Tyson-Thomas’ ability to do it all was on full display during the Orange’s 80-39 victory over St. Joseph’s. Alexander called it “the Carmen show” as the guard dominated all facets of the game.

Tyson-Thomas led all scorers with 23 points on 7-of-12 shooting, including 3-of-5 from beyond the arc. The guard also got it done on the boards, hauling in a game-high 11 rebounds.

“She killed it that game,” Alexander said. “She was incredible.”

It’s performances like that one that separate her from a typical bench player. She’s led the Orange in scoring twice this season and has been held to single digits just twice as well. Nights where she takes over a game — like she did against the Hawks — prove that she’s more than just a bench player for SU.

“She’s obviously a great player that can obviously start, and has started,” Syracuse guard Elashier Hall said. “But it’s great that she’s embraced the role as sixth man.

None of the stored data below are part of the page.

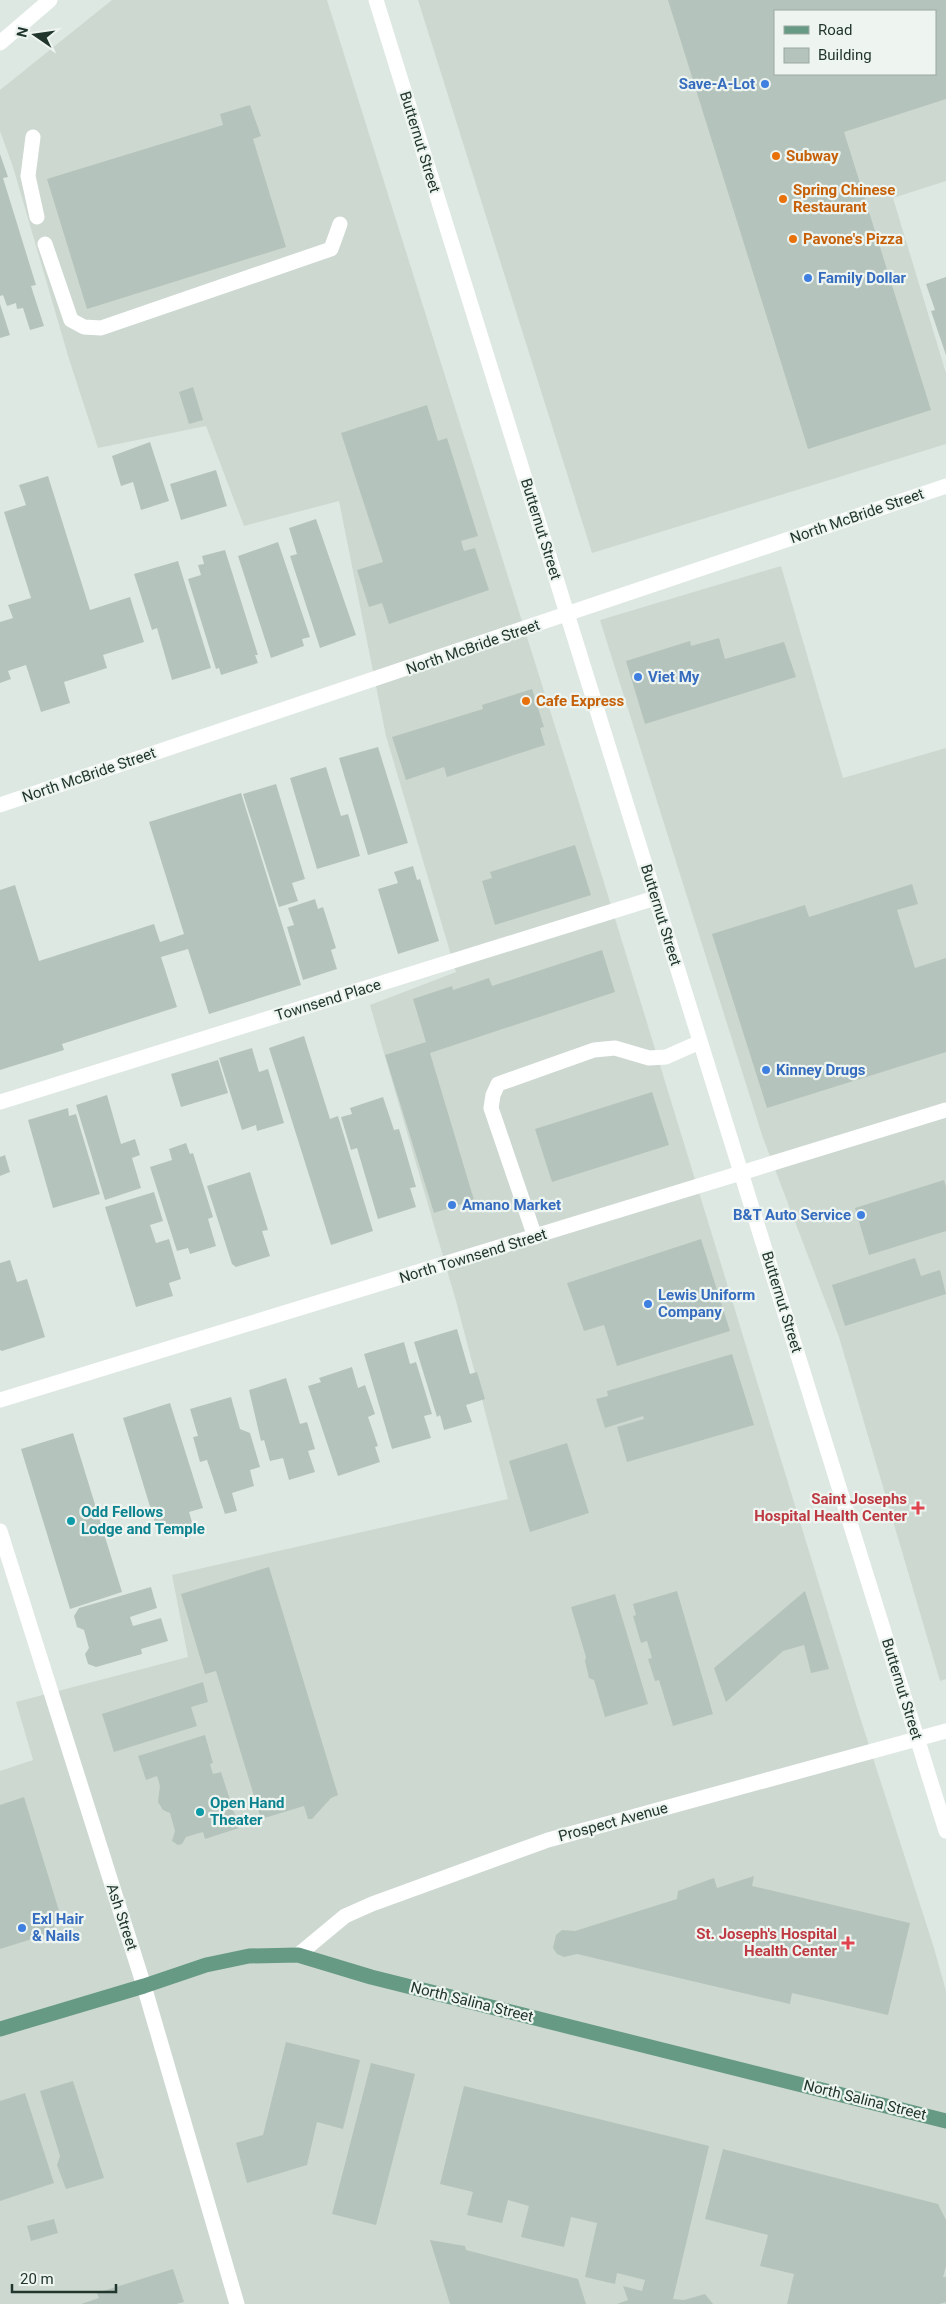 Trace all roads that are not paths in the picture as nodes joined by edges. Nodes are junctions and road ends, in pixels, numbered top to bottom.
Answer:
1 (50, 0) edge
2 (376, 0) edge
3 (0, 43) edge
4 (33, 137) dead end
5 (37, 217) dead end
6 (340, 224) dead end
7 (45, 244) dead end
8 (946, 486) edge
9 (567, 615) junction
10 (0, 805) edge
11 (655, 898) junction
12 (700, 1042) junction
13 (0, 1102) edge
14 (946, 1110) edge
15 (742, 1173) junction
16 (535, 1237) junction
17 (0, 1400) edge
18 (0, 1531) edge
19 (946, 1731) edge
20 (918, 1740) junction
21 (946, 1831) edge
22 (298, 1955) junction
23 (144, 1986) junction
24 (0, 2029) edge
25 (946, 2121) edge
26 (237, 2304) edge

1 - 3 street
2 - 9 street, Butternut Street
4 - 5 street
6 - 7 street
8 - 9 street, North McBride Street
9 - 10 street, North McBride Street
9 - 11 street, Butternut Street
11 - 12 street, Butternut Street
11 - 13 street, Townsend Place
12 - 15 street, Butternut Street
12 - 16 street
14 - 15 street, North Townsend Street
15 - 16 street, North Townsend Street
15 - 20 street, Butternut Street
16 - 17 street, North Townsend Street
18 - 23 street, Ash Street
19 - 20 street, Prospect Avenue
20 - 21 street, Butternut Street
20 - 22 street, Prospect Avenue
22 - 23 main road, North Salina Street
22 - 25 main road, North Salina Street
23 - 24 main road, North Salina Street
23 - 26 street, Ash Street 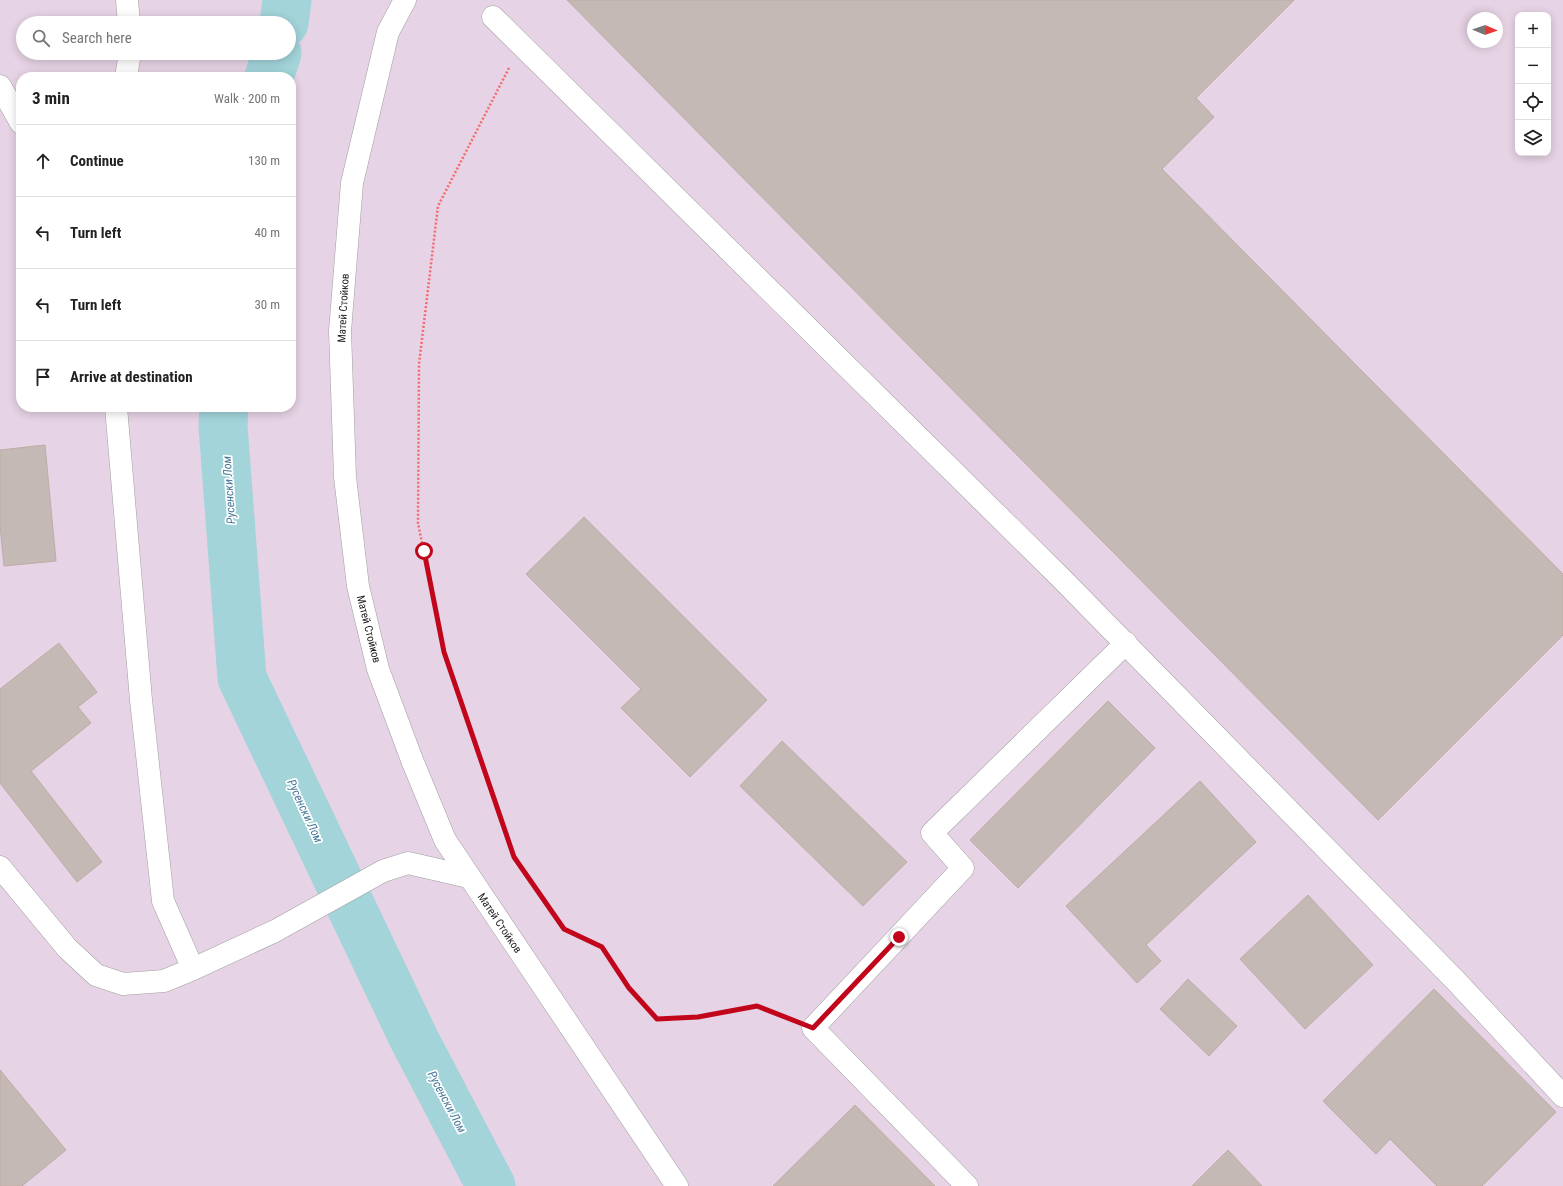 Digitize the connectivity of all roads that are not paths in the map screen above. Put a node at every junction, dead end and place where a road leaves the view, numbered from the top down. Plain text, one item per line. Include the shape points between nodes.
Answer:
1 (127, 0) edge
2 (405, 0) edge
3 (128, 16) edge
4 (493, 17) dead end
5 (129, 60) edge
6 (127, 72) edge
7 (0, 86) edge
8 (16, 113) edge
9 (116, 412) edge
10 (1126, 643) junction
11 (0, 867) edge
12 (469, 877) junction
13 (193, 969) junction
14 (1563, 1096) edge
15 (677, 1186) edge
16 (967, 1186) edge

1 - 3 street
2 - 12 street, Матей Стойков via 388,32 352,183 340,331 345,477 358,586 378,669 445,840
4 - 10 street
5 - 6 street
7 - 8 street
9 - 13 street via 141,700 163,901
10 - 14 street
10 - 16 street via 932,833 963,868 813,1028
11 - 13 street via 67,948 96,975 123,984 164,981
12 - 13 street via 408,863 383,871 275,931
12 - 15 street, Матей Стойков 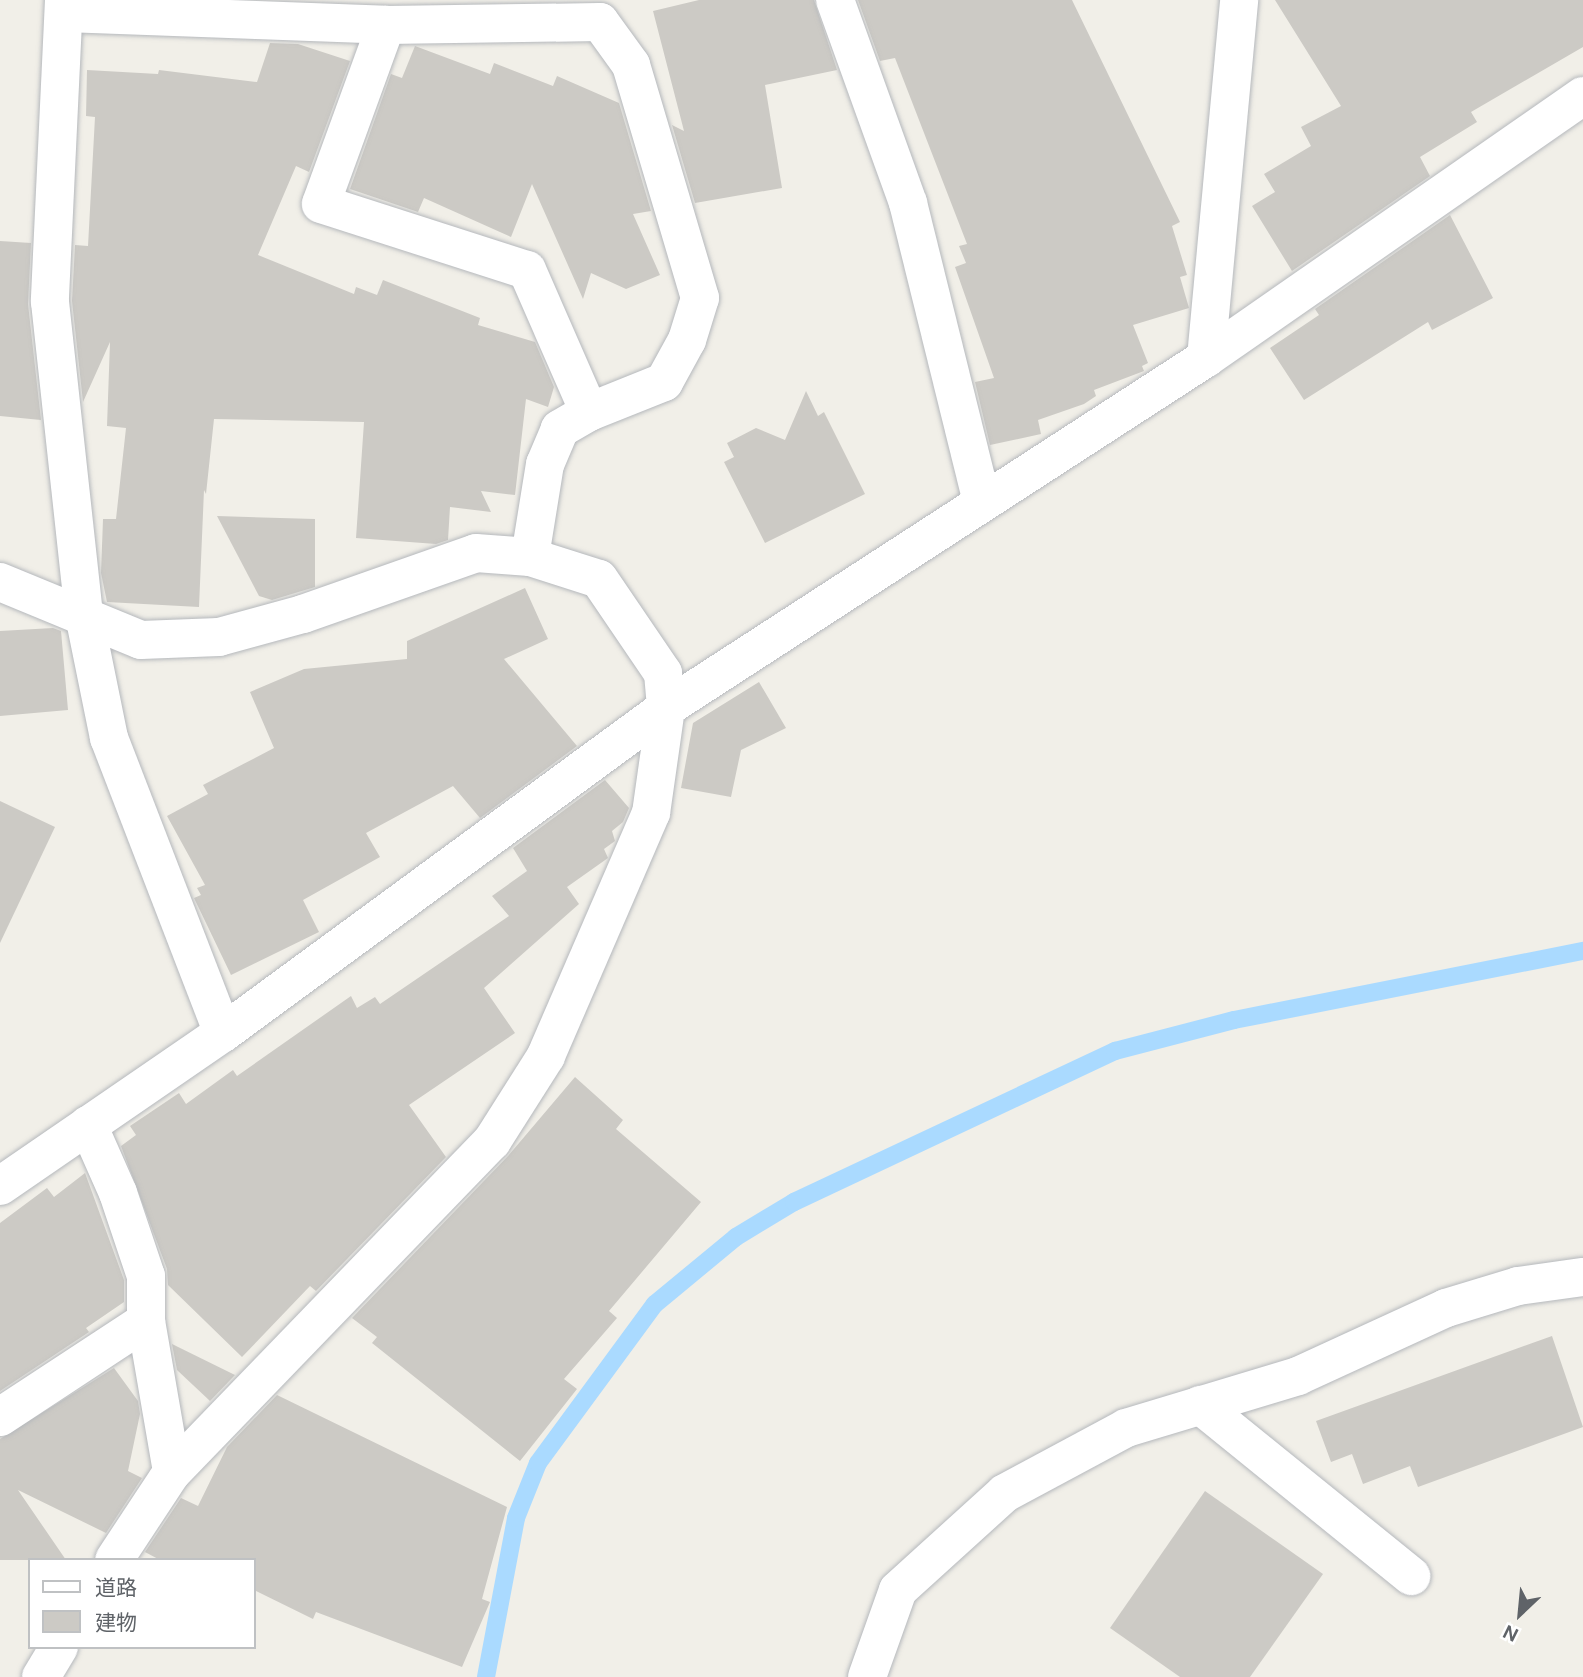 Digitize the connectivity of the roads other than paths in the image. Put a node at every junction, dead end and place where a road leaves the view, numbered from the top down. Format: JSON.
{"nodes":[{"id":1,"x":835,"y":0,"type":"edge"},
{"id":2,"x":1239,"y":0,"type":"edge"},
{"id":3,"x":65,"y":6,"type":"edge"},
{"id":4,"x":596,"y":11,"type":"edge"},
{"id":5,"x":386,"y":25,"type":"junction"},
{"id":6,"x":1583,"y":96,"type":"edge"},
{"id":7,"x":1206,"y":358,"type":"junction"},
{"id":8,"x":589,"y":412,"type":"junction"},
{"id":9,"x":982,"y":502,"type":"junction"},
{"id":10,"x":530,"y":557,"type":"junction"},
{"id":11,"x":0,"y":583,"type":"edge"},
{"id":12,"x":84,"y":615,"type":"junction"},
{"id":13,"x":666,"y":708,"type":"junction"},
{"id":14,"x":223,"y":1033,"type":"junction"},
{"id":15,"x":88,"y":1125,"type":"junction"},
{"id":16,"x":0,"y":1186,"type":"edge"},
{"id":17,"x":1583,"y":1277,"type":"edge"},
{"id":18,"x":146,"y":1321,"type":"junction"},
{"id":19,"x":1200,"y":1405,"type":"junction"},
{"id":20,"x":0,"y":1417,"type":"edge"},
{"id":21,"x":172,"y":1472,"type":"junction"},
{"id":22,"x":115,"y":1558,"type":"edge"},
{"id":23,"x":1411,"y":1576,"type":"dead end"},
{"id":24,"x":58,"y":1649,"type":"edge"},
{"id":25,"x":41,"y":1677,"type":"edge"},
{"id":26,"x":867,"y":1677,"type":"edge"}],
"edges":[{"from":1,"to":9,"type":"street"},
{"from":2,"to":7,"type":"street"},
{"from":3,"to":5,"type":"street"},
{"from":3,"to":12,"type":"street"},
{"from":4,"to":5,"type":"street"},
{"from":4,"to":8,"type":"street"},
{"from":5,"to":8,"type":"street"},
{"from":6,"to":7,"type":"street"},
{"from":7,"to":9,"type":"street"},
{"from":8,"to":10,"type":"street"},
{"from":9,"to":13,"type":"street"},
{"from":10,"to":12,"type":"street"},
{"from":10,"to":13,"type":"street"},
{"from":11,"to":12,"type":"street"},
{"from":12,"to":14,"type":"street"},
{"from":13,"to":14,"type":"street"},
{"from":13,"to":21,"type":"street"},
{"from":14,"to":15,"type":"street"},
{"from":15,"to":16,"type":"street"},
{"from":15,"to":18,"type":"street"},
{"from":17,"to":19,"type":"street"},
{"from":18,"to":20,"type":"street"},
{"from":18,"to":21,"type":"street"},
{"from":19,"to":23,"type":"street"},
{"from":19,"to":26,"type":"street"},
{"from":21,"to":22,"type":"street"},
{"from":24,"to":25,"type":"street"}]}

“I mean obviously she could win sixth-man award right now.”

Alexander has been the Orange’s most valuable player so far in this young season, but head coach Quentin Hillsman points to Tyson-Thomas’ willingness to come off the bench as what could be the difference this season for SU.

Tyson-Thomas was arguably Syracuse’s third-best player last year, after Alexander and Iasia Hemingway. Now she brings that complete skill set off the bench for a second unit that has dominated so far.

“She’s a very important part of our puzzle and she can play almost four positions for us,” Hillsman said. “So her versatility allows her to come off the bench and play every position.”

She’s still adjusting, but she’s becoming more and more comfortable with her bench role.

Her 22.1 minutes per game rank fifth on the team — the equivalent of a starter. The second team that she plays with during practice often beats the first team. When that unit gets on the court, she said they “like to kick it up a notch” and wreak havoc.

It may not be the starting role that she wants, but it’s an opportunity she’s relishing.

“We’re a team and we win together, we lose together,” Alexander said. “So I feel like at the end of the day all we want to do is win, so all of us will take our roles and do what we have to do to get our Ws.”